At the top of Walter’s Wiggle, the trail opens up to Scouts Lookout with good viewpoints of Angels Landing and Zion Canyon. From here, you’ll be able to see just how steep and narrow the spine of Angels Landing is! The trail literally goes along a giant rock that protrudes into the canyon. I thought to myself, ‘Am I really hiking that?’
Final Hike to Angels Landing
The last half-mile of the hike to Angels Landing is the most exciting, and it’s both exhilarating and terrifying. This is the hike everyone talks about where you use chains to hike along the ridge with 1,000 ft cliffs on either side. While several parts of the hike are exposed, other sections have guardrails or well-carved foot holes. Nevertheless, this hike is very strenuous and requires you to be extra cautious on the trail. Lots of people opt to turnaround at Scouts Lookout and it’s totally fine, safety first!
The beginning of this section starts out (relatively) easier as a warm up of what’s to come.
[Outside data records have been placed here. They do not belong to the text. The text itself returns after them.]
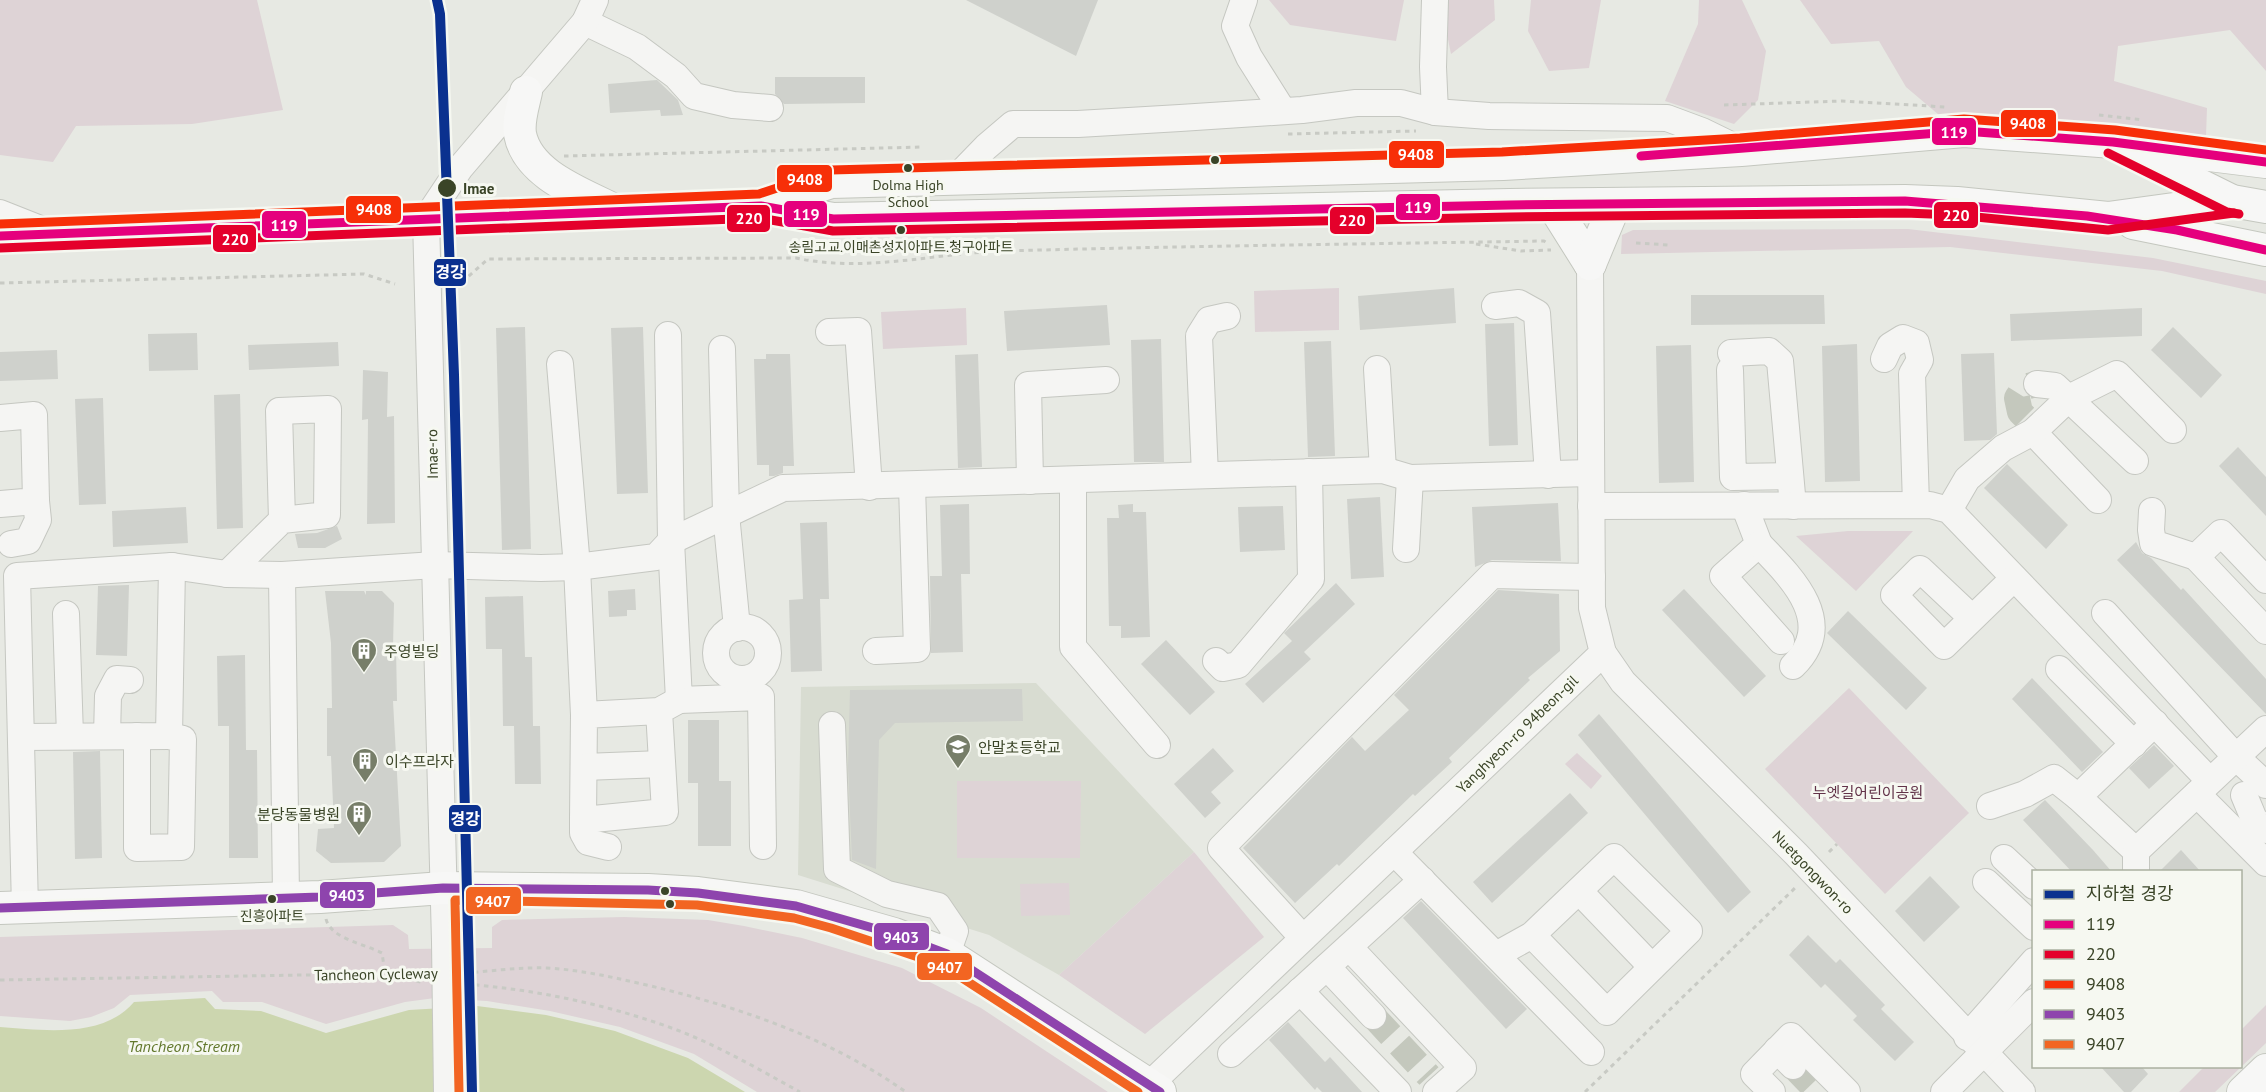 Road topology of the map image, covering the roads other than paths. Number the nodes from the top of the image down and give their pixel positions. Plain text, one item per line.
1 (1224, 0) edge
2 (1244, 0) edge
3 (1435, 0) edge
4 (590, 11) edge
5 (1235, 26) junction
6 (526, 92) junction
7 (770, 108) dead end
8 (1428, 121) junction
9 (1280, 123) junction
10 (2113, 142) junction
11 (1741, 150) junction
12 (2266, 162) edge
13 (954, 180) junction
14 (2232, 201) junction
15 (1615, 204) junction
16 (1553, 205) junction
17 (761, 206) junction
18 (2266, 207) edge
19 (617, 211) junction
20 (0, 213) edge
21 (2108, 218) junction
22 (426, 219) junction
23 (51, 233) junction
24 (0, 236) edge
25 (2266, 250) edge
26 (1575, 260) junction
27 (1495, 306) dead end
28 (1227, 316) dead end
29 (829, 332) dead end
30 (668, 335) dead end
31 (722, 349) dead end
32 (1884, 359) dead end
33 (560, 364) dead end
34 (1377, 369) dead end
35 (1106, 380) dead end
36 (2037, 384) dead end
37 (2069, 398) junction
38 (0, 418) edge
39 (2173, 430) dead end
40 (2033, 432) junction
41 (2134, 461) dead end
42 (1383, 470) junction
43 (1309, 472) junction
44 (1591, 473) junction
45 (1205, 475) junction
46 (1548, 475) junction
47 (1790, 476) junction
48 (1410, 477) junction
49 (1073, 480) junction
50 (1030, 481) junction
51 (912, 486) junction
52 (869, 487) junction
53 (2098, 500) dead end
54 (36, 501) junction
55 (0, 504) edge
56 (1744, 505) junction
57 (1591, 506) junction
58 (1792, 506) junction
59 (1916, 506) junction
60 (1949, 510) junction
61 (2152, 511) dead end
62 (726, 514) junction
63 (282, 520) dead end
64 (671, 541) junction
65 (11, 544) dead end
66 (1759, 544) junction
67 (1406, 549) dead end
68 (2196, 557) junction
69 (435, 565) junction
70 (172, 566) junction
71 (578, 567) junction
72 (227, 574) junction
73 (282, 575) junction
74 (8, 576) edge
75 (1592, 577) junction
76 (2014, 578) junction
77 (2266, 580) edge
78 (2105, 614) dead end
79 (66, 615) dead end
80 (1972, 618) dead end
81 (737, 628) dead end
82 (2266, 631) edge
83 (1781, 641) dead end
84 (876, 651) dead end
85 (1603, 653) junction
86 (1216, 661) dead end
87 (1793, 666) dead end
88 (2059, 669) dead end
89 (130, 680) dead end
90 (669, 706) junction
91 (584, 715) junction
92 (2155, 723) junction
93 (832, 725) dead end
94 (2266, 729) edge
95 (21, 736) junction
96 (70, 736) junction
97 (107, 736) junction
98 (137, 736) junction
99 (169, 736) junction
100 (2134, 744) junction
101 (1157, 745) dead end
102 (2236, 757) junction
103 (662, 764) junction
104 (584, 767) junction
105 (2203, 788) junction
106 (2255, 790) edge
107 (2078, 797) junction
108 (1990, 806) dead end
109 (583, 820) junction
110 (2266, 830) edge
111 (763, 846) dead end
112 (608, 847) dead end
113 (1394, 852) junction
114 (2004, 858) dead end
115 (2136, 861) edge
116 (2266, 863) edge
117 (1422, 880) junction
118 (1986, 882) dead end
119 (2032, 884) edge
120 (443, 888) junction
121 (1579, 891) junction
122 (286, 898) junction
123 (13, 908) edge
124 (2032, 923) edge
125 (1532, 935) junction
126 (1303, 938) junction
127 (1349, 947) junction
128 (946, 954) junction
129 (1496, 955) junction
130 (2032, 964) edge
131 (1327, 967) junction
132 (1652, 967) junction
133 (1300, 991) junction
134 (2032, 1003) edge
135 (1373, 1016) tunnel mouth
136 (1975, 1045) junction
137 (1591, 1052) dead end
138 (1231, 1054) dead end
139 (2266, 1070) edge
140 (1154, 1088) edge
141 (447, 1092) edge
142 (1398, 1092) edge
143 (1436, 1092) edge
144 (1772, 1092) edge
145 (1848, 1092) edge
146 (1944, 1092) edge
147 (2022, 1092) edge
148 (2243, 1092) edge

1 - 5 street
2 - 5 street
3 - 8 street
4 - 6 street
4 - 7 street
5 - 9 street
6 - 19 main road
6 - 22 street
8 - 9 street
8 - 11 street
9 - 13 street
10 - 11 main road
10 - 12 main road
10 - 14 main road
11 - 13 main road
13 - 17 main road
14 - 18 main road
14 - 21 main road
15 - 16 main road
15 - 21 main road
15 - 26 main road
16 - 17 main road
16 - 26 main road
17 - 19 main road
19 - 22 main road
20 - 23 street
21 - 25 main road
22 - 23 main road
22 - 69 street, Imae-ro
23 - 24 main road
26 - 44 street
27 - 46 street
28 - 45 street
29 - 52 street
30 - 64 street
31 - 62 street
32 - 59 street
33 - 71 street
34 - 42 street
35 - 50 street
36 - 37 street
37 - 39 street
37 - 40 street
37 - 41 street
38 - 54 street
40 - 53 street
40 - 60 street
42 - 43 street
42 - 48 street
43 - 45 street
43 - 86 street
44 - 46 street
44 - 57 street
45 - 49 street
46 - 48 street
47 - 47 street
47 - 58 street
48 - 67 street
49 - 50 street
49 - 101 street
50 - 51 street
51 - 52 street
51 - 84 street
52 - 62 street
54 - 55 street
54 - 65 street
56 - 57 street
56 - 58 street
56 - 66 street
57 - 75 street
58 - 59 street
59 - 60 street
60 - 76 street
61 - 68 street
62 - 64 street
62 - 81 street
63 - 72 street
64 - 71 street
64 - 90 street
66 - 83 street
66 - 87 street
68 - 77 street
68 - 82 street
69 - 71 street
69 - 73 street
69 - 120 street, Imae-ro
70 - 72 street
70 - 74 street
70 - 99 street
71 - 91 street
72 - 73 street
73 - 122 street
74 - 95 street
75 - 85 street
75 - 126 street
76 - 80 street
76 - 92 street
78 - 102 street
79 - 96 street
85 - 113 street, Yanghyeon-ro 94beon-gil
85 - 136 street, Nuetgongwon-ro
88 - 100 street
89 - 97 street
90 - 91 street
90 - 103 street
90 - 111 street
91 - 104 street
92 - 100 street
92 - 105 street
93 - 128 street
94 - 102 street
95 - 96 street
95 - 123 street
96 - 97 street
97 - 98 street
98 - 99 street
98 - 99 street
100 - 107 street
102 - 105 street
102 - 106 street
103 - 104 street
103 - 109 street
104 - 109 street
105 - 115 street
105 - 116 street
106 - 110 street
107 - 108 street
107 - 115 street
109 - 112 street
113 - 117 street
113 - 126 street, Yanghyeon-ro 94beon-gil
114 - 119 street
117 - 127 street
117 - 129 street
118 - 124 street
120 - 122 main road
120 - 128 main road
120 - 141 street, Imae-ro, bridge
121 - 125 street
121 - 132 street
121 - 132 street
122 - 123 main road
125 - 129 street
125 - 132 street
126 - 140 street, Yanghyeon-ro 94beon-gil
127 - 131 street
127 - 143 street
128 - 140 main road
129 - 137 street
130 - 136 street
131 - 133 street
131 - 135 street
133 - 138 street
133 - 142 street
134 - 136 street
136 - 146 street
136 - 147 street, Nuetgongwon-ro
139 - 148 main road
144 - 145 street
I got used to the chains and seeing cliffs on either side of me.
As the trail continues, some parts are as narrow as your stance with sheer drop-offs to one side. Other sections have narrow rock scrambles where you take turns with oncoming hikers.
There’s no margin for error as you’re less than a foot away from a 1,000 ft vertical drop. I made sure to always have one hand on the chains at all times.
After about 30 minutes of sweaty palms and nervous peeks over the edge, I was relieved to finally reach Angels Landing! The views of Zion Canyon were fantastic and it felt like I was on the top of the world (psst, Angels Landing isn’t the highest peak).
To me, Angels Landing was not only about the views, but also about the hike to get there. I could see the entire trail I hiked to get there and it still blows my mind that such a trail was possible. It was such a treacherous and unique trail that the hike itself was almost more exciting than the view!
Tips for Angels Landing
Angels Landing is one of my favorite hikes of all time because of how unique it is and the views it offers. I highly recommend more experienced hikers and people who are not afraid of heights to hike Angels Landing at least once. It won’t disappoint and this is definitely a hike you’ll remember.